Alison also identified opportunities the Economic Development Officers can offer to help farmers with succession planning:

  • Strategically provide information on succession planning to farmers
  • Educate young farmers on succession planning
  • Provide funding for consultants
  • Encourage joint ventures

Succession planning in agri

Bernia Wheaton, Economic Development Officer at Rural Oxford Economic Development Corporation outlined the reality of farm succession planning that many families and farmers face, and offered a solution to address those obstacles while looking to transition their farm to other farmers. 

Bernia emphasized that succession planning today is similar to a ‘family feud’ game because the agriculture industry has shifted to a big-business financial reality, especially in the case of farm families who have multiple children. Variables such as estate equalization, tax leakage, and differences in lifestyle also put strain on the succession planning process. Bernia offers a unique financial approach for producers looking to undertake succession planning, which include the opportunity to sit down with consultants to discuss different financial alternatives to the typical approach.
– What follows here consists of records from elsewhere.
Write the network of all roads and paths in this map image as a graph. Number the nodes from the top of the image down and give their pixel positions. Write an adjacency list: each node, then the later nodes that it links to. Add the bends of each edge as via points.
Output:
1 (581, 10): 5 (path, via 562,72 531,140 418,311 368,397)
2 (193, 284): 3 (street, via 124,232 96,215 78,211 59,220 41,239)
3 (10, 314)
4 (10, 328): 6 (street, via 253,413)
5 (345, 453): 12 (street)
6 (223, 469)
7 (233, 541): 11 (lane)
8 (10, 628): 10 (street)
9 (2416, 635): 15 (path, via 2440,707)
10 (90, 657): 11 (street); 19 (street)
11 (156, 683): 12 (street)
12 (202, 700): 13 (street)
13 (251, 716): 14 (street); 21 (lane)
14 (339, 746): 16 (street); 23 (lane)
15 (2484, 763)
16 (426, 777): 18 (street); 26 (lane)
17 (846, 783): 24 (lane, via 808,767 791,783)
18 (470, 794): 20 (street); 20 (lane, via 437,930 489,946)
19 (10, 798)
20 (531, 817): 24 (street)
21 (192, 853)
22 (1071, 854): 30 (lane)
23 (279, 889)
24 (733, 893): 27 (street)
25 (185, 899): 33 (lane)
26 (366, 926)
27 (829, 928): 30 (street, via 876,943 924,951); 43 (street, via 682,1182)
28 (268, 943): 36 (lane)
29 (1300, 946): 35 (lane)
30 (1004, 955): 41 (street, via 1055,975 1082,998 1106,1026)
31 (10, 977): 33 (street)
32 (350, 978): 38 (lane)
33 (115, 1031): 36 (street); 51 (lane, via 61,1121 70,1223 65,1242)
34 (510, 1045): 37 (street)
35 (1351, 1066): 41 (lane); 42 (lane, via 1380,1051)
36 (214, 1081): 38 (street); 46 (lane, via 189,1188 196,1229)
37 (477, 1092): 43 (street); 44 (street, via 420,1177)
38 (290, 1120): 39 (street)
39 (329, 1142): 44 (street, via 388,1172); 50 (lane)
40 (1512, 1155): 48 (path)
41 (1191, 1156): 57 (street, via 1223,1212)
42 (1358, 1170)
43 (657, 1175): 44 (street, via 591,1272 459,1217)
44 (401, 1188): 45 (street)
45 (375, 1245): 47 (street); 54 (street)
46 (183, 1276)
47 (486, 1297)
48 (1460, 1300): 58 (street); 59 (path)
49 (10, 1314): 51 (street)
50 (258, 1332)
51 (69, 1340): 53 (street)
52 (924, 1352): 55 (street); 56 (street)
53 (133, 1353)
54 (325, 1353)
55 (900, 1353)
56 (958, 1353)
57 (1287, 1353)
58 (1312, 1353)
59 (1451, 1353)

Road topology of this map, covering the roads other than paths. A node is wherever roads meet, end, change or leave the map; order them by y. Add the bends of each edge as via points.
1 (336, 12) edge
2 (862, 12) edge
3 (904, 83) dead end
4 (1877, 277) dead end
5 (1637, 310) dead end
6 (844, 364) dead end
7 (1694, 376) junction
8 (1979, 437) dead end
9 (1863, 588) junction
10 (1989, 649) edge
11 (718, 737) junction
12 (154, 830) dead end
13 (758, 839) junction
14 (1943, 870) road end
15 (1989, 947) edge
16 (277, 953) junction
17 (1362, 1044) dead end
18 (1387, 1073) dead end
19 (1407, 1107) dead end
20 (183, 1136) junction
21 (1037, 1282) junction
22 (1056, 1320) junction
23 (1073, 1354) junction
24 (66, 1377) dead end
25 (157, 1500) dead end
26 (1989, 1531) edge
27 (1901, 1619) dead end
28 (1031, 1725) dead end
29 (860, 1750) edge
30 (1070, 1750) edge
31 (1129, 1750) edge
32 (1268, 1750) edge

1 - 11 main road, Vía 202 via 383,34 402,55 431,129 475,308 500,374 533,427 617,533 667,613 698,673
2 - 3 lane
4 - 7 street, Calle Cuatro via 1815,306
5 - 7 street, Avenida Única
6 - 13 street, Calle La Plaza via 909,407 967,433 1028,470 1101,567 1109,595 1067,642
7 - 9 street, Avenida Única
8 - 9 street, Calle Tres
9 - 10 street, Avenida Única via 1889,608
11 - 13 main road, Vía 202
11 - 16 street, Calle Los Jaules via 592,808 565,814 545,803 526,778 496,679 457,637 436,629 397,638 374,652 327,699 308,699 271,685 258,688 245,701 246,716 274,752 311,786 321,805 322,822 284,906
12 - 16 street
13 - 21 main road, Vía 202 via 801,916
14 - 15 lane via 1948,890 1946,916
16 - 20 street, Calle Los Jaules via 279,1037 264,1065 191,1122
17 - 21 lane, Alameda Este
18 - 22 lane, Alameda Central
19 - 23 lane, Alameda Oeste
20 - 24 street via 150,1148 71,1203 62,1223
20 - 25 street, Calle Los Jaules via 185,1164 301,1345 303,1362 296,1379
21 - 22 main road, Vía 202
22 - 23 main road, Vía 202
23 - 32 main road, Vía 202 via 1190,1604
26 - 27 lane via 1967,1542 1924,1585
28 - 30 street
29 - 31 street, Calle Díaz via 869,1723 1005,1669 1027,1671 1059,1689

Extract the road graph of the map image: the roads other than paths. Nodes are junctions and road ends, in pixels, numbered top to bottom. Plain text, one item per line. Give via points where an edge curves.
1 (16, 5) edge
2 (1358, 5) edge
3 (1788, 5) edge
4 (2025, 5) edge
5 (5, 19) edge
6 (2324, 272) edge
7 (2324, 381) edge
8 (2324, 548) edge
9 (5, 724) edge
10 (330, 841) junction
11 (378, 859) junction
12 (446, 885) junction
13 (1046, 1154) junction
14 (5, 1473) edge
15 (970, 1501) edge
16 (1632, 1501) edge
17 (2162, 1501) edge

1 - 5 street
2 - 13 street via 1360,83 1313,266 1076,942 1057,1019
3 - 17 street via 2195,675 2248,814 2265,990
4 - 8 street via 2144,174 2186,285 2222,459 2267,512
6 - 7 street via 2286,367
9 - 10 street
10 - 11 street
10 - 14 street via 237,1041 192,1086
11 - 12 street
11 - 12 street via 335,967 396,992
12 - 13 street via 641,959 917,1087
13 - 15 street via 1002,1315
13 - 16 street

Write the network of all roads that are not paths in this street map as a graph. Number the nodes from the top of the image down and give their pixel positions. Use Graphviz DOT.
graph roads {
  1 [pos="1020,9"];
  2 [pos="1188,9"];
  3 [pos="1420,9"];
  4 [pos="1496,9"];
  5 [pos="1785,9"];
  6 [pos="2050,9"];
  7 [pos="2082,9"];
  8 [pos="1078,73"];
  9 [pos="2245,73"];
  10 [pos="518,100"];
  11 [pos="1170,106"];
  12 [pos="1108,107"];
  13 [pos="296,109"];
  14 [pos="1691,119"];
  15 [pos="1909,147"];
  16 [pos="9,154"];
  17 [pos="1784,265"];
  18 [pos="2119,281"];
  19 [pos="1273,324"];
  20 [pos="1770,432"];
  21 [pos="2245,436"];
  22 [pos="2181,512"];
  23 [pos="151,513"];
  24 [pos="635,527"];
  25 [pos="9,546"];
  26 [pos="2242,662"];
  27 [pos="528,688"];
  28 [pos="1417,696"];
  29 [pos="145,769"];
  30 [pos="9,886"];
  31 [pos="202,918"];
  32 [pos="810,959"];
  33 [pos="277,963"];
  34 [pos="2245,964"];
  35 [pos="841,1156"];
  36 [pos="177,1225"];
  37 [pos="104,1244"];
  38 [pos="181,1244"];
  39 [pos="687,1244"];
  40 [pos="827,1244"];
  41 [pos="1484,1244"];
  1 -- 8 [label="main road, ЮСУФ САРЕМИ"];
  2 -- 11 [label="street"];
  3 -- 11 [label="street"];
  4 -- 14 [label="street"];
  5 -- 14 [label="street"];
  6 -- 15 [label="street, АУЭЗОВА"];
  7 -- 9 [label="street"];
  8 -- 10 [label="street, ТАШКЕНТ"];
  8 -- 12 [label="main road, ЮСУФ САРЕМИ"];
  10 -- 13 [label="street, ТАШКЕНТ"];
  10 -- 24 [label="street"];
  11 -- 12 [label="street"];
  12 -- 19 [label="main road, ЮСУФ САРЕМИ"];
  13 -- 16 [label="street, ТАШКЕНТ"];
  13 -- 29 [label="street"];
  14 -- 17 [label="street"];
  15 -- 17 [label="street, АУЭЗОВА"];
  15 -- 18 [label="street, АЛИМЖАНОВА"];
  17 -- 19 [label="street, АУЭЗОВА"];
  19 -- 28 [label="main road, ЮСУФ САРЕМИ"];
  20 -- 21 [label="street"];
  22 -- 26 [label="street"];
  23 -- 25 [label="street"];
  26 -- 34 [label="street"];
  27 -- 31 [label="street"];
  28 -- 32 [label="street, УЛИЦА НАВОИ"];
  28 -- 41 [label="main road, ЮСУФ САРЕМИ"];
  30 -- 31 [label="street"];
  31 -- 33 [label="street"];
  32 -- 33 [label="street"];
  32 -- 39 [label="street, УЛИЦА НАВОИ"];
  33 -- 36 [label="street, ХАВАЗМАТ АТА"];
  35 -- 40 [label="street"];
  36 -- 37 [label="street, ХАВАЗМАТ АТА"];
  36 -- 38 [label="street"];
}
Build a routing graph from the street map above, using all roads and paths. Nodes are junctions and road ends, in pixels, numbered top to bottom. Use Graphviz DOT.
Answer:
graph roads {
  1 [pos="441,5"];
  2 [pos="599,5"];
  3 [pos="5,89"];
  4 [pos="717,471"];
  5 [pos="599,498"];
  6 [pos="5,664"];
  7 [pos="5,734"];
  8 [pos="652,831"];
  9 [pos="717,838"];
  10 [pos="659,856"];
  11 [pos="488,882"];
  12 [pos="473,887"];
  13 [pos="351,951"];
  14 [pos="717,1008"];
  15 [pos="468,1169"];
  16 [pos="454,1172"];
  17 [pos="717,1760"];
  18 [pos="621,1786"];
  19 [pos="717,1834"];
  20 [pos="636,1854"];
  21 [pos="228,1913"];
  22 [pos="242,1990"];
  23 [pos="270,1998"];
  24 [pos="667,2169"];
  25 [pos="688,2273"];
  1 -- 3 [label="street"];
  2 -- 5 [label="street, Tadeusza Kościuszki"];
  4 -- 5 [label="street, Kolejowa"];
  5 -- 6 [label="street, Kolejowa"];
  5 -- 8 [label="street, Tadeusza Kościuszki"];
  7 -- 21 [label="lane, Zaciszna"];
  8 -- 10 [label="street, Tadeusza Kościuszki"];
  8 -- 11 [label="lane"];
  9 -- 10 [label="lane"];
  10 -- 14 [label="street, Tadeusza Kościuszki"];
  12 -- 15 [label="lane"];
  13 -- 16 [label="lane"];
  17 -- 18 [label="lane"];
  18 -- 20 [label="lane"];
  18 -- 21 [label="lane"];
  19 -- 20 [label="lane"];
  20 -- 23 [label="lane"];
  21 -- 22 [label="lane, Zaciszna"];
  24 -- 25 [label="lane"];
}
Belinda Wick-Graham, Manager of Economic Development with the Town of Minto concluded the panel by discussing the Town of Minto’s use of two online platforms that connect farmers looking to transition their farms with interested individuals: FarmLink and Successionmatching.com

Minto is currently working with neighbouring municipalities and the County of Wellington to launch their profile and in doing so, will become the first region to launch a regional profile.  This is one approach to help local farmers find individuals who are interested in keeping local farms in business, especially when there is no clear farm successor.

To view the presentations and a recording of the session, click here.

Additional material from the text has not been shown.